By Fr Robert J. Spitzer, SJ, PhD

The Complexity and Rapidity of Decision-Making and the Failure to Integrate Ethical Reflection into It

August 14, 2008

Most business professionals are acutely aware of the fact that decision-making within our highly technological and multi-layered organizations has become extraordinarily complex and rapid. Computer access, email, the internet, conference calls, integrated systems, and other technological advances, though incredibly positive in their capacity to promote communication, growth, access to resources, and the opening of new opportunities, has also increased the pressure on executives to act more quickly within evermore complex situations.

In order to create sufficient time and psychic space to deal with this new pressure, contemporary leaders have incorporated two habits into their “decision-making” apparatus: 1) narrowing the number of factors impinging upon decisions in order to accommodate the short amount of time available for them, and 2) the distinction between so-called “hard factors” and “soft factors” (of which ethics is considered a soft factor which can be eliminated from the narrowed range of decision variables).

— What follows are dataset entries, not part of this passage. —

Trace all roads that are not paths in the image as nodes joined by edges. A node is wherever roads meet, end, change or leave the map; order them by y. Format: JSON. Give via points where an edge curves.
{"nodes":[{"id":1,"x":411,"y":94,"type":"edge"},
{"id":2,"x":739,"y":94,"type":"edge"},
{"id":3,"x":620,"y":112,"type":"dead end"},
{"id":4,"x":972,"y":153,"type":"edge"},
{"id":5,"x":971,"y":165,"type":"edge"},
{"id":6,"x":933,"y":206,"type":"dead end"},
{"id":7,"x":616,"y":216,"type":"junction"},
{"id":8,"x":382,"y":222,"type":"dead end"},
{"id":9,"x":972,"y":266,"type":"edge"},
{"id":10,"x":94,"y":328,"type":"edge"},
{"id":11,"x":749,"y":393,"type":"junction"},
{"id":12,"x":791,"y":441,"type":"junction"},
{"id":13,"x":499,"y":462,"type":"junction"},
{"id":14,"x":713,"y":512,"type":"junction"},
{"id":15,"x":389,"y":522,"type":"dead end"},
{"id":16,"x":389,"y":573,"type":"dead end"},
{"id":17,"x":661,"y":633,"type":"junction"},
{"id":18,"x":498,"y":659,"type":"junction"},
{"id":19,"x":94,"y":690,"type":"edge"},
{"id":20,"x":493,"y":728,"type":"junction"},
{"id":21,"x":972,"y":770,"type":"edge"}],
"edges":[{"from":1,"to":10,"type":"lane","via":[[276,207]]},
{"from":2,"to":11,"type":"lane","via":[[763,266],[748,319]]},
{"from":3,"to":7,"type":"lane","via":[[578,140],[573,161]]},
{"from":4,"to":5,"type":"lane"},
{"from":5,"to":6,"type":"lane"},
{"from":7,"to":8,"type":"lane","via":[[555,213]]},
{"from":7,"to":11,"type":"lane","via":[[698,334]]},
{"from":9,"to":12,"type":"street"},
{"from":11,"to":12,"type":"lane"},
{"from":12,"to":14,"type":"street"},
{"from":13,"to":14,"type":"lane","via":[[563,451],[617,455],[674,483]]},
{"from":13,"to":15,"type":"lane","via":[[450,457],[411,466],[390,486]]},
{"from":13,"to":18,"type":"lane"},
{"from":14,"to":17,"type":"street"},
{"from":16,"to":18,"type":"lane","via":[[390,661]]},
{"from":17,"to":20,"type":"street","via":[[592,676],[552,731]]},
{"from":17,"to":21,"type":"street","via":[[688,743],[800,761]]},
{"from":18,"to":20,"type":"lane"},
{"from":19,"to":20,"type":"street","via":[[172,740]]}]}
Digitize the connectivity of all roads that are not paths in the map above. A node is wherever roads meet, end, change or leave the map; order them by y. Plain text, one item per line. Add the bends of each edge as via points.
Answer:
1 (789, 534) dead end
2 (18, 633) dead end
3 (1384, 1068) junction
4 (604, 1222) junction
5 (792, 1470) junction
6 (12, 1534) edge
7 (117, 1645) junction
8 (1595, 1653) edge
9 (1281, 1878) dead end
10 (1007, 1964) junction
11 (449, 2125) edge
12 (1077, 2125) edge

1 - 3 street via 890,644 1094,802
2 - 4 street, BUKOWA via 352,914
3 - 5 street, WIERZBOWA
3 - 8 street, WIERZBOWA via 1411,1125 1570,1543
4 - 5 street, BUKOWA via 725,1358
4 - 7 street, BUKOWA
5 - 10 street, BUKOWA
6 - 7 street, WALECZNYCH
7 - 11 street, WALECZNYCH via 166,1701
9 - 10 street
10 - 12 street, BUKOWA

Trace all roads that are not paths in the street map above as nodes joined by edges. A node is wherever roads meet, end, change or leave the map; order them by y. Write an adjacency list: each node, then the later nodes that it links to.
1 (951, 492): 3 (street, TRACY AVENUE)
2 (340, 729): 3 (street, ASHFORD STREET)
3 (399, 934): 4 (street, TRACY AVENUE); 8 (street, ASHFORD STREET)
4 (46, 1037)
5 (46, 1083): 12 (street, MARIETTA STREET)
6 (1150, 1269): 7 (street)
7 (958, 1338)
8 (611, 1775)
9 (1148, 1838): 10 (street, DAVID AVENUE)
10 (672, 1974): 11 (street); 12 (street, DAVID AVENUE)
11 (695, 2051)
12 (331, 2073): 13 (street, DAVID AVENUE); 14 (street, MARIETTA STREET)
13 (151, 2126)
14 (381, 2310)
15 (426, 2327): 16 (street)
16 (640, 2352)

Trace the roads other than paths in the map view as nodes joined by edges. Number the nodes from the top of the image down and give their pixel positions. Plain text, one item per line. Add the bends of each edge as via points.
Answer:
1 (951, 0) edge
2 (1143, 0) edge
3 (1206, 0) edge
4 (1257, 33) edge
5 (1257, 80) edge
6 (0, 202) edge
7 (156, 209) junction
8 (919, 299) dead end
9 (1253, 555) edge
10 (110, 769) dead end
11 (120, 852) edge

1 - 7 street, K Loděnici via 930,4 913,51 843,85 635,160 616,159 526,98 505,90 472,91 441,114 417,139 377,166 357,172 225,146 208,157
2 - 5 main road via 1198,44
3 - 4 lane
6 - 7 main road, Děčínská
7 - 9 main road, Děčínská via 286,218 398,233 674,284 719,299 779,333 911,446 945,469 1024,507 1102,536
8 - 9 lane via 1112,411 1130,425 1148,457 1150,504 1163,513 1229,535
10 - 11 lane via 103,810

In my view, ethics became a “soft factor” because of the above trends toward personalism and toleration (away from rules-based ethics). Because of this, some leaders caricatured ethics as “warm and fuzzy,” which undermined and insulted the discipline. Perhaps worse, it made ethically oriented leaders feel soft, inferior, lesser negotiators, less loyal to the organization, and therefore (ironically), guilty.

Many leaders felt that they were imposing more on their people than other leaders; that they were creating an uneven playing field for their employees; that they were creating a hostile work environment rather than a trusting one. Truly good leaders created an atmosphere of personalism and toleration without a feeling of compliance, negativity, and guilt.

Now add the exigencies of increased competitiveness from international companies (who may not see ethics the same way as US companies), from mega-mergers and huge conglomerates, and from the continual threat of being left behind technologically, and one can understand why an atmosphere of looking for shortcuts, indeed, even cutting corners seemed to be the best way to protect one’s organization and its stakeholders.

Not only had rules-based ethics begun to disappear, it almost seemed unethical to apply these principles in a business atmosphere which seemed to be overcomplicated or even undermined by them. The stage was set for top leaders (including boards of directors) to ignore intentionally what almost seemed commonplace in the past, and to do everything, absolutely everything (no holds barred) to give their organization competitive advantage in an increasingly complex, international, fast-paced, mega-merging world.